**Problem description:**
Please state the number of lines in the entries below where the word "Военная" appears. Include nothing else.

· · ·

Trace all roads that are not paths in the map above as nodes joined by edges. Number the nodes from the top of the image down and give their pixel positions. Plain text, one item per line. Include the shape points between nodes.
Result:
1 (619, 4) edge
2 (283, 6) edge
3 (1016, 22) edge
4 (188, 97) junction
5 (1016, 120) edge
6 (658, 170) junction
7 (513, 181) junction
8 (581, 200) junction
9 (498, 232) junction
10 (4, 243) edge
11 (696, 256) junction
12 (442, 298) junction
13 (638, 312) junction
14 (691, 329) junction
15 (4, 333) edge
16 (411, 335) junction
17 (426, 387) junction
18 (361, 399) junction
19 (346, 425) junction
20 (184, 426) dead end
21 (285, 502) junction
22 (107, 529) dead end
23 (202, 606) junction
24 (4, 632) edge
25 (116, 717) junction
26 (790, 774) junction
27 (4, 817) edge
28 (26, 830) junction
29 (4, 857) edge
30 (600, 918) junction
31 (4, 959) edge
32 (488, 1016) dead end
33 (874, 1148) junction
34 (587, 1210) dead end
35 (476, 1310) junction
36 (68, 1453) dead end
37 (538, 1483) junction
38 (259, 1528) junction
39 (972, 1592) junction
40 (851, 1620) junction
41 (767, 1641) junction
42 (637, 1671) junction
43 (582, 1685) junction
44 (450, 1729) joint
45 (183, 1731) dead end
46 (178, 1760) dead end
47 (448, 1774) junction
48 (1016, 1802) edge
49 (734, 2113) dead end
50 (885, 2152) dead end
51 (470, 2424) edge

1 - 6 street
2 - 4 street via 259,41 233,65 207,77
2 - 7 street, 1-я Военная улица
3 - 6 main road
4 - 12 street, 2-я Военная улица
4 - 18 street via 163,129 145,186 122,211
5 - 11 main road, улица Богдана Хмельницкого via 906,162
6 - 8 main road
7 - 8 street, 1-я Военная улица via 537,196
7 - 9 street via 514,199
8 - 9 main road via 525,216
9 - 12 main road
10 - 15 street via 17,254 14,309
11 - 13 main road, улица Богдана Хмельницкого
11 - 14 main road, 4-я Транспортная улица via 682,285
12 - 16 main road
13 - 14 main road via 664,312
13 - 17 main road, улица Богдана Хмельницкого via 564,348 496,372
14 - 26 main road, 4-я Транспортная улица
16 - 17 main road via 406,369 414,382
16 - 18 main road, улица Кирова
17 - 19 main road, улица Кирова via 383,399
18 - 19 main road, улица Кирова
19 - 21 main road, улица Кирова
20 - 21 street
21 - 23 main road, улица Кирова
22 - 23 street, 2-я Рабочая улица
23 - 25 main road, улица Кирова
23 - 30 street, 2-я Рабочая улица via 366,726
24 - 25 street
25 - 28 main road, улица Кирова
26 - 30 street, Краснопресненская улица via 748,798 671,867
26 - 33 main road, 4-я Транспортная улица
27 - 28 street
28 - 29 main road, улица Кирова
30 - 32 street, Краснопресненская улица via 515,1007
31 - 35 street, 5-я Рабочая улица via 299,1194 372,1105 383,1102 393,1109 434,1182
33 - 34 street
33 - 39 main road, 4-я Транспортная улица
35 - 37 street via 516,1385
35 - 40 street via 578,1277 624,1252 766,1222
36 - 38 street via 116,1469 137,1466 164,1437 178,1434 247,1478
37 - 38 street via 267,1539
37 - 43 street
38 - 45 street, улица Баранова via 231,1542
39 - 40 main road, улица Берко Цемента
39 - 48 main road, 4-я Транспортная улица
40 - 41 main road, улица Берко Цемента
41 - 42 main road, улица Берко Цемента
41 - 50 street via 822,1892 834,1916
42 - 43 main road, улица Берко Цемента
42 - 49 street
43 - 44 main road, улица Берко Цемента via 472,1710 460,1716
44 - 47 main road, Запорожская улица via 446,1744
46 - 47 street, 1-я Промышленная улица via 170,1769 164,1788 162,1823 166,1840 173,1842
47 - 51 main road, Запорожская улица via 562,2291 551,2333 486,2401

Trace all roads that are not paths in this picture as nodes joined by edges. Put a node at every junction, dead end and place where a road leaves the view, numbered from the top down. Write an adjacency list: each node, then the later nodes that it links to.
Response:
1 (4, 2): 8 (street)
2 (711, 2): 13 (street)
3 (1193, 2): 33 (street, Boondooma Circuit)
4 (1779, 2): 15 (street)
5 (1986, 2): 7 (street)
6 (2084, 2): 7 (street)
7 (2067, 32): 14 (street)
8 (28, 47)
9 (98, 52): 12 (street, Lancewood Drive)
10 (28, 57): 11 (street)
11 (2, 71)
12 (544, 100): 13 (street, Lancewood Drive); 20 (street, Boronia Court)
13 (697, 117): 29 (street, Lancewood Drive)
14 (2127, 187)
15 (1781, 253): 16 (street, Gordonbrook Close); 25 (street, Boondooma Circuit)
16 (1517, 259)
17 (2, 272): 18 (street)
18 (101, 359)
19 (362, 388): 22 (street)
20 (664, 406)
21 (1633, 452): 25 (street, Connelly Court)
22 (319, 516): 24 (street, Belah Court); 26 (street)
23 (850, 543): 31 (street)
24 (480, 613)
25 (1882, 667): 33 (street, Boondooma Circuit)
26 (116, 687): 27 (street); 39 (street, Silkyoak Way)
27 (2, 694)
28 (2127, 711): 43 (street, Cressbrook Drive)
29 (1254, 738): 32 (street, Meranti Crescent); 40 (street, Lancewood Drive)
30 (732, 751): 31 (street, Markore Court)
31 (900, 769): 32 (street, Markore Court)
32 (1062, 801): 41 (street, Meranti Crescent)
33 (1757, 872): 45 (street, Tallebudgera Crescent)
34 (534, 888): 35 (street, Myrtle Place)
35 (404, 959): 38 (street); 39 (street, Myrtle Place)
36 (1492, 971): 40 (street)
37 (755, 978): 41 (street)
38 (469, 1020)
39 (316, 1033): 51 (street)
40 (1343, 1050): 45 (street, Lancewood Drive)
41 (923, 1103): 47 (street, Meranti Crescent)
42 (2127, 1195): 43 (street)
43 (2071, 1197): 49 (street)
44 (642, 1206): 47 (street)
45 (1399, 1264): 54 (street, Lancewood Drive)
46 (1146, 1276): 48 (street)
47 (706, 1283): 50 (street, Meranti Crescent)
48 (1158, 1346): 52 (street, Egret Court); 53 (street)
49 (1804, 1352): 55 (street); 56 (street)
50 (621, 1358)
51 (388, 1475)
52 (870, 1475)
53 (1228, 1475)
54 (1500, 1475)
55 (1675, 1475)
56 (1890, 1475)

· · ·

**Output below:**
3